A tuberculose pode se desenvolver precocemente na aids e apresentar manifestação. A disseminação hematogênica da tuberculose em pessoas com infecção pelo HIV produz, frequentemente, doença grave, confundindo sintomas de ambas as infecções. Uma doença por micobactéria que se manifeste em um paciente com aids, com contagem de linfócitos T CD4 200/μl, quase sempre é tuberculose. Por outro lado, dependendo da probabilidade de exposição à tuberculose, uma infecção micobacteriana que se desenvolve com contagem de CD4 < 50 células/μl normalmente é resultante do complexo M. avium (MAC). A infecção por MAC não é contagiosa e, em pacientes infectados pelo HIV afeta principalmente o sangue e a medula óssea, não os pulmões.

Pacientes infectados pelo HIV que não foram diagnosticados antes de os sintomas da TB se manifestarem devem receber 2 semanas de tratamento antimicobacteriano antes de iniciar a terapia antirretroviral para diminuir o risco de síndrome inflamatória de reconstituição imunitária (IRIS). A tuberculose em pessoas infectadas pelo HIV geralmente responde bem a esquemas habituais quando estudos in vitro mostram suscetibilidade a fármacos. Entretanto, para cepas da TB-RMF, os resultados não são favoráveis porque os fármacos são mais tóxicos e menos eficazes. A terapia para tuberculose suscetível deve ser continuada por 6 a 9 meses após negatividade de culturas de escarro, mas pode ser encurtada para 6 meses se 3 amostras de escarro isoladas antes do tratamento forem negativas, sugerindo que há poucos microrganismos infectantes. Recomendações atuais sugerem que, se a cultura de escarro for positiva com 2 meses de terapia, o tratamento deve ser prolongado para 9 meses.

Pacientes infectados pelo HIV cujas reações tuberculínicas são 5 mm (ou com IGRA positivo), devem receber quimioprofilaxia.

As diretrizes atuais para tratamento de TB do CDC (CDC TB treatment guidelines) devem ser consultadas.

Pontos-chave

  • A tuberculose causa infecção primária, frequentemente assintomática seguida de infecção latente e, em alguns pacientes, uma fase de doença ativa.

  • Cerca de um terço da população mundial está infectada pela tuberculose, e cerca de 15 milhões têm a doença ativa em algum momento.

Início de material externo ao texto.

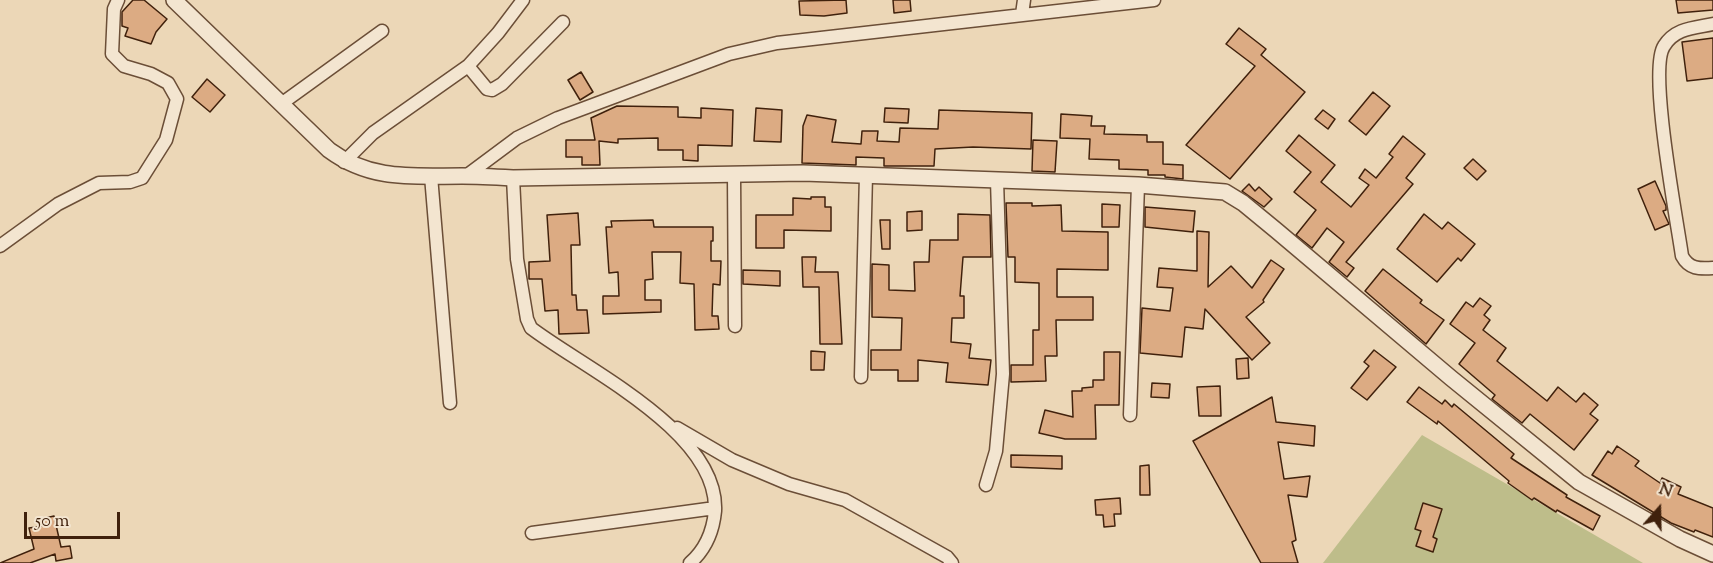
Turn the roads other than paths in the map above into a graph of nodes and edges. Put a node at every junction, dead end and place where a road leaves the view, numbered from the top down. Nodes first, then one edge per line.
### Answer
1 (118, 0) edge
2 (174, 0) edge
3 (523, 0) edge
4 (1024, 0) edge
5 (1154, 0) edge
6 (1022, 14) junction
7 (563, 22) dead end
8 (1713, 24) edge
9 (382, 31) dead end
10 (468, 66) junction
11 (281, 104) junction
12 (344, 162) junction
13 (734, 175) junction
14 (866, 175) junction
15 (431, 176) junction
16 (466, 176) junction
17 (513, 178) junction
18 (997, 180) junction
19 (1138, 185) junction
20 (0, 246) edge
21 (1713, 268) edge
22 (735, 326) dead end
23 (861, 377) dead end
24 (450, 403) dead end
25 (1130, 415) dead end
26 (658, 417) junction
27 (986, 485) dead end
28 (715, 508) junction
29 (532, 533) dead end
30 (1713, 554) edge
31 (690, 563) edge
32 (952, 563) edge

1 - 20 street
2 - 11 street
3 - 10 street
4 - 6 street
5 - 6 street
6 - 16 street
7 - 10 street
8 - 21 street
9 - 11 street
10 - 12 street
11 - 12 street
12 - 15 street
13 - 14 street
13 - 17 street
13 - 22 street
14 - 18 street
14 - 23 street
15 - 16 street
15 - 24 street
16 - 17 street
17 - 26 street
18 - 19 street
18 - 27 street
19 - 25 street
19 - 30 street
26 - 28 street
26 - 32 street
28 - 29 street
28 - 31 street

  • A doença ativa é muito mais provável nos pacientes com imunidade comprometida, particularmente aqueles com infecção pelo HIV.

  • Suspeitar do diagnóstico com base nos sintomas, fatores de risco, testes cutâneos tuberculínicos e ensaios de liberação de interferon-gama; confirmar por teste de escarro (exame microscópico e cultura) e/ou testes de amplificação de ácidos nucleicos.

  • Tratar com vários fármacos durante meses.

  • A resistência farmacológica é uma preocupação importante e aumentada por baixa adesão, uso de esquemas terapêuticos inapropriados e testes de sensibilidade inadequados.